Результаты вычисления объемов кратеров приведены в табл. 3. Обнаружено, что в паре “нереакционное–реакционное” покрытие, чем выше твердость, параметры H/E и H3/E2, тем больше объем. Чем больше E, тем выше V (кроме случаев 9 и 10). Переход к реактивному режиму распыления вызывает снижение объема кратера (кроме 1, 2, 9, 10). Минимальный V в случае большего содержания металла и соотношения Me(B,N). Максимальный объем кратера зафиксирован при максимальной концентрации азота, и максимальном значении W. Значения V возрастают с ростом W (рис. 7а). Закономерной является зависимость, связывающая глубину кратера и его объем: чем меньше параметр h/t, тем меньше V (рис. 7б).

Рис. 7.

Влияние W и h/t на объем кратера.

Зависимость разницы между значениями W для реакционного и нереакционного покрытия в каждой системе покрытий от разницы h/t представлена на рис. 8. Внутри каждой системы покрытий работает закономерность – повышение W дает повышение параметра h/t.

Рис. 8.

Зависимость Δh/t от ΔW при переходе от нереакционного распыления к реакционному в каждой паре покрытий 1–2, 3–4, 5–6, 7–8, 9–10.

Важно отметить, что полученные данные по износостойкости покрытий в условиях ударно-динамического нагружения не коррелируют с данными испытаний в условиях трения скольжения (табл. 2 и 3).
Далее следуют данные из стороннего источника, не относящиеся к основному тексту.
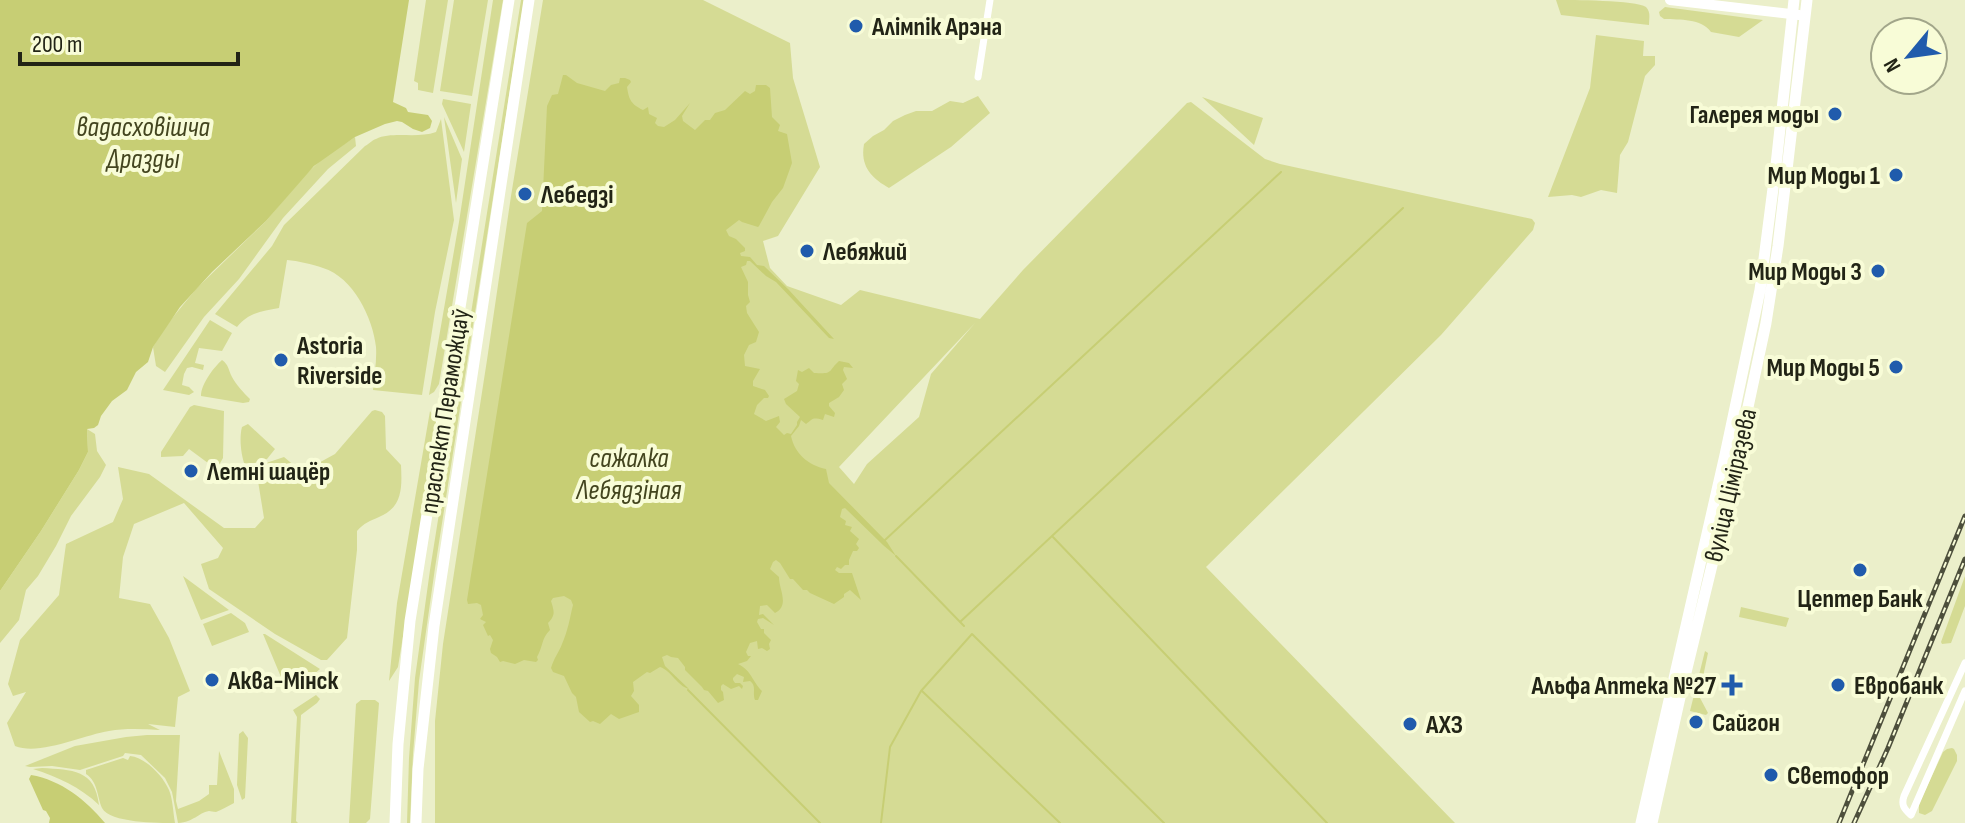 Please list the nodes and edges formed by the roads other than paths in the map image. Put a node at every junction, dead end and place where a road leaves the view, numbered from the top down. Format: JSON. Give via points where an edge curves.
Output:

Тем не менее общим является позитивная роль подавления грубой кристаллической структуры при введении азота в каждой системе.

ОБСУЖДЕНИЕ

Морфология покрытий оказывает первостепенное влияние на их поведение в условиях трибоконтакта. Известно, что столбчатая структура при механическом нагружении достаточно легко разрушается вследствие интенсивного распространения микротрещин по границам колонных элементов от поверхности вглубь материала [4446]. Подавление колонного роста способствует росту износостойкости [47]. Причем переход к равноостной структуре положительно влияет на трещиностойкость, износостойкость при трении скольжении, стойкость к абразивному воздействию и стойкость к ударному нагружению [48, 49]. Подобный эффект наблюдался и в исследованных покрытиях: те образцы, что имели однофазную грубую структуру с зернами гексагональной фазы размером ~10 нм, вытянутые в направлении роста, разрушались наиболее сильно. С изменением морфологии и размера частиц можно также связать закономерности, наблюдаемые в паре нереакционное–реакционное покрытие в каждой системе (покрытия 3–4, 5–6, 7–8). Здесь введение азота в небольших количествах (12–16 ат. %) приводит к снижению h, D и V за счет уплотнения структуры и формирования нанокомпозитной структуры, состоящей из кристаллитов борида металла (MeBx) и аморфных участков (BN), характеризующейся высокими прочностными характеристиками [50, 51]. В то же время большие концентрации азота (18–21 ат. %) повышают долю аморфной фазы, обладающей повышенной хрупкостью [51, 52], что ведет к быстрому разрушению в процессе испытаний. Отсюда следует также объяснение того, что стойкость к ударному нагружению возрастает с ростом концентрации металла в покрытии, а также соотношения Me/(B,N). Отметим, что минимальный износ был получен в случае покрытия 1, обладающего толщиной 1.9 мкм. Ранее было отмечено, что покрытия с малой толщиной обладают самой высокой стойкостью к ударным нагрузкам [53].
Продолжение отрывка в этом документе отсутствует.